Statistical analyses
Categorical data are presented as numbers. Continuous data are presented as the mean and standard deviation (SD). Pearson’s correlation test was used to assess correlations between the real-measured optimal depth for the central venous catheter through the right internal jugular vein and the patient characteristics, including age, sex, height, weight, and BMI. In addition, we made a new simple formula for the optimal depth using the most correlated variable with the real-measured optimal depth. We calculated the predictability of a new formula for the placement of the central venous catheter within the optimal zone, which was newly proposed by us in our study population.
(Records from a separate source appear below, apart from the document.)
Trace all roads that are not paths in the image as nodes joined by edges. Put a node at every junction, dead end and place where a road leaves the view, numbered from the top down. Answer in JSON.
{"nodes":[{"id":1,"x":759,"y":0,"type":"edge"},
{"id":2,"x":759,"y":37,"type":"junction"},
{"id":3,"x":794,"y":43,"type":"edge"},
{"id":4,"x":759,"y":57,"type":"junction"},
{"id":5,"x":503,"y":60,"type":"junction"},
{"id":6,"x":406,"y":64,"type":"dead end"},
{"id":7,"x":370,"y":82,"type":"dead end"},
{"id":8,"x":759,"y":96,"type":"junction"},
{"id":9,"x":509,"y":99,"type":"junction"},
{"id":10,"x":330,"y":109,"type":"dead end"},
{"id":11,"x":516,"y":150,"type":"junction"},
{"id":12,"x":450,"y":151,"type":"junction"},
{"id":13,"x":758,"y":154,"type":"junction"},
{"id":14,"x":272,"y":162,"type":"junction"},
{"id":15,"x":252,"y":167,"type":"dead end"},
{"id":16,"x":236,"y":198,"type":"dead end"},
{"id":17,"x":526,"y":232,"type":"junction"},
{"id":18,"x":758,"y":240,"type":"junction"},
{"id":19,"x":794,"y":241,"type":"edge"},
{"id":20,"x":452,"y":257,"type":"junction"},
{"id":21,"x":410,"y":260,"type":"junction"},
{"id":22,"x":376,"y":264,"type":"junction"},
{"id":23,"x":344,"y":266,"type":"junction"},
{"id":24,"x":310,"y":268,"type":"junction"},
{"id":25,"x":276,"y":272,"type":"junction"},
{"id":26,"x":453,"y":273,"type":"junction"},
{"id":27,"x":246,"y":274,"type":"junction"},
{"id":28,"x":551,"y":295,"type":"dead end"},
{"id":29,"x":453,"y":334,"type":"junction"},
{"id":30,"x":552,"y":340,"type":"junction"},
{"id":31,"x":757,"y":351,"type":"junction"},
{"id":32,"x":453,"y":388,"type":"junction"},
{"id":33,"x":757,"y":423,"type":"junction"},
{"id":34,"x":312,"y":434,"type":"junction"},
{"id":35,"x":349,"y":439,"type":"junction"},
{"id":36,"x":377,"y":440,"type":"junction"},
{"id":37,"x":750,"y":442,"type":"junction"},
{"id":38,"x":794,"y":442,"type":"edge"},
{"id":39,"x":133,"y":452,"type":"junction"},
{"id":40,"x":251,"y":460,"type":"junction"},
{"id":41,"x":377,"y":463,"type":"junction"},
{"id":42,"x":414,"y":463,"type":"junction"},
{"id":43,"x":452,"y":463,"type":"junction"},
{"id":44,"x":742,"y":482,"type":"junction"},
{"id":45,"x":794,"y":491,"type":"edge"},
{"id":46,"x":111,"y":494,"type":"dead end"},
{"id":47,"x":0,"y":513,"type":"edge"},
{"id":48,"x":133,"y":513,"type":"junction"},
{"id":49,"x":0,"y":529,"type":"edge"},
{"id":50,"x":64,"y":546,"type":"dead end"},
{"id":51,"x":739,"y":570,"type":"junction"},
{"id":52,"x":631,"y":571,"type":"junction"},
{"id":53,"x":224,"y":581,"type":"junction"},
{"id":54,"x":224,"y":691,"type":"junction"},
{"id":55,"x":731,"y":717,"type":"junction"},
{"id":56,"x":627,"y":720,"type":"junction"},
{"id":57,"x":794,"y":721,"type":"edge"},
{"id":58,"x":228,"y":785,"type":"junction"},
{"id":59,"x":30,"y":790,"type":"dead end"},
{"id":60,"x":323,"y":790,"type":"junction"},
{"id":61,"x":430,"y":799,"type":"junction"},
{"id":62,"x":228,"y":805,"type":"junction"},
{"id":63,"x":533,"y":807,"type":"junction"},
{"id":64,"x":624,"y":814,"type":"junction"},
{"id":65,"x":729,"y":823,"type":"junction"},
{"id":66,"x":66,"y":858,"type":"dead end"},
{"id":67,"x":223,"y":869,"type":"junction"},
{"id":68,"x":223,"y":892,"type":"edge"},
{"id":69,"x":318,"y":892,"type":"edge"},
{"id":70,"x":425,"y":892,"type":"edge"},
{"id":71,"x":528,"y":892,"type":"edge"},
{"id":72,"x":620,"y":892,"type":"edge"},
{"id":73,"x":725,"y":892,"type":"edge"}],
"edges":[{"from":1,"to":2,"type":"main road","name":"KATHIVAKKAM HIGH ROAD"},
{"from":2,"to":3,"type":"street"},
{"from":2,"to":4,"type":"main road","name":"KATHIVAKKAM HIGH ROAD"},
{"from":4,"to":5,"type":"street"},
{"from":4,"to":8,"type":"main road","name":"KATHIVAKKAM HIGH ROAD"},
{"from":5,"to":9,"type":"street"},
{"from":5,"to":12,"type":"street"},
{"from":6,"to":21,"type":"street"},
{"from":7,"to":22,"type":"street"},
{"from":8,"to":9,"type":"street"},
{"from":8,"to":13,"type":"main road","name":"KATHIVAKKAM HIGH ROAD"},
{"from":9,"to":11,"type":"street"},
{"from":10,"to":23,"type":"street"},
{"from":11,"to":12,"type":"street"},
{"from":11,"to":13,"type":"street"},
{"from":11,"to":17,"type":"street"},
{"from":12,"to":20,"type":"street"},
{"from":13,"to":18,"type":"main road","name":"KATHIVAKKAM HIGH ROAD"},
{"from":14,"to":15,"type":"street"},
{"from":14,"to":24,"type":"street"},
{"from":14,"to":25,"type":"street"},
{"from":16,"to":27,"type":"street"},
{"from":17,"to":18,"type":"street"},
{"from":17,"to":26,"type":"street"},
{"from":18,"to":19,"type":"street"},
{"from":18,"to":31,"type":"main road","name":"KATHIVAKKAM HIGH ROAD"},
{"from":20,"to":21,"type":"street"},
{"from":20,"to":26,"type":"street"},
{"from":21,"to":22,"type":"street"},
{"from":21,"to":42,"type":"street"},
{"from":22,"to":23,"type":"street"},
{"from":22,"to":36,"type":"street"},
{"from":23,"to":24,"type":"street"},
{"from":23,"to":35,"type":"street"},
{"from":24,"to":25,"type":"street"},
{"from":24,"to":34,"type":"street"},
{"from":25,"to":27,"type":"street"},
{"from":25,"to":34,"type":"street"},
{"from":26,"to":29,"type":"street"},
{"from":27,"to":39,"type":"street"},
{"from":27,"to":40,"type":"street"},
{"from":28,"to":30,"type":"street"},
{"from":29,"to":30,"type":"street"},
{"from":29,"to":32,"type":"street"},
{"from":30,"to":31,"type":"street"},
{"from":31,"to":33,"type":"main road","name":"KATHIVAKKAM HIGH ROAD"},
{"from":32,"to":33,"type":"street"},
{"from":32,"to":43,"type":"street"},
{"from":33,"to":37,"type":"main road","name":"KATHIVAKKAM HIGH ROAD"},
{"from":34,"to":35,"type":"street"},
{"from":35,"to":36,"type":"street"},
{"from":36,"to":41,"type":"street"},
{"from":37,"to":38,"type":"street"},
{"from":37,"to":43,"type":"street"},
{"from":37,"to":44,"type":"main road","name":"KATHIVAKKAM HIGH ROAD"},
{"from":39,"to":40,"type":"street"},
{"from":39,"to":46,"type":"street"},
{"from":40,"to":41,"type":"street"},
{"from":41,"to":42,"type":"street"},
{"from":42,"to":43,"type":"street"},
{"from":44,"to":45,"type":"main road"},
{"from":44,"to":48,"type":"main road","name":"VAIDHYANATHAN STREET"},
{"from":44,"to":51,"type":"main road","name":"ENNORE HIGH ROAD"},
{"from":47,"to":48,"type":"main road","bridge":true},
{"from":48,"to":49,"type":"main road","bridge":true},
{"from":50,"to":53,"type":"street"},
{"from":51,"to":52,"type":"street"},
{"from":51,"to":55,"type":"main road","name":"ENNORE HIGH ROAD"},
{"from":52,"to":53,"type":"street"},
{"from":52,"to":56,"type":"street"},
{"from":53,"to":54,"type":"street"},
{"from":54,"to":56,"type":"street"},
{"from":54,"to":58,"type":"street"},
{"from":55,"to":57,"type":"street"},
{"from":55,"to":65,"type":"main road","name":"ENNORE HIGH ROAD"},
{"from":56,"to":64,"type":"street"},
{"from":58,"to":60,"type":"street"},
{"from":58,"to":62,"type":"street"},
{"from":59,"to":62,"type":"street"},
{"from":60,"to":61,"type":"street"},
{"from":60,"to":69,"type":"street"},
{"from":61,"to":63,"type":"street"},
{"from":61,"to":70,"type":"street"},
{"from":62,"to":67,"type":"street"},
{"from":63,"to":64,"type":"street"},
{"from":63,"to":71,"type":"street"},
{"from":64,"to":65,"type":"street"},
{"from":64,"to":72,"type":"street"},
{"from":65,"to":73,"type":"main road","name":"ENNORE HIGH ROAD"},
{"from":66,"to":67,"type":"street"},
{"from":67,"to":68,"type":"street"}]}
Additionally, we calculated the predictability of some formulas or guidelines, including Peres’ formula. The previous formula and guidelines included ‘height(cm)/10’ by Peres 7, ‘height(cm)/10–1’ by Czepizak et al. 8, ‘height(cm)/10–1.3’ by Lum et al. 9, a fixed depth of 15 cm by Kim et al. 10, or ‘to the carina 11. We compared the predictability of the optimal depth between our new formula and the previous formula or guidelines including Peres’ formula, by using generalized estimating equation (GEE) analysis and a post- hoc test with Bonferroni correction. All data were analyzed using SPSS 21.0 (SPSS Inc. Chicago, IL, USA) and SAS 9.4 (SAS Institute Inc. Cary, NC, USA). A P-value less than 0.05 was considered statistically significant. The 95% confidence interval was calculated for adequate values.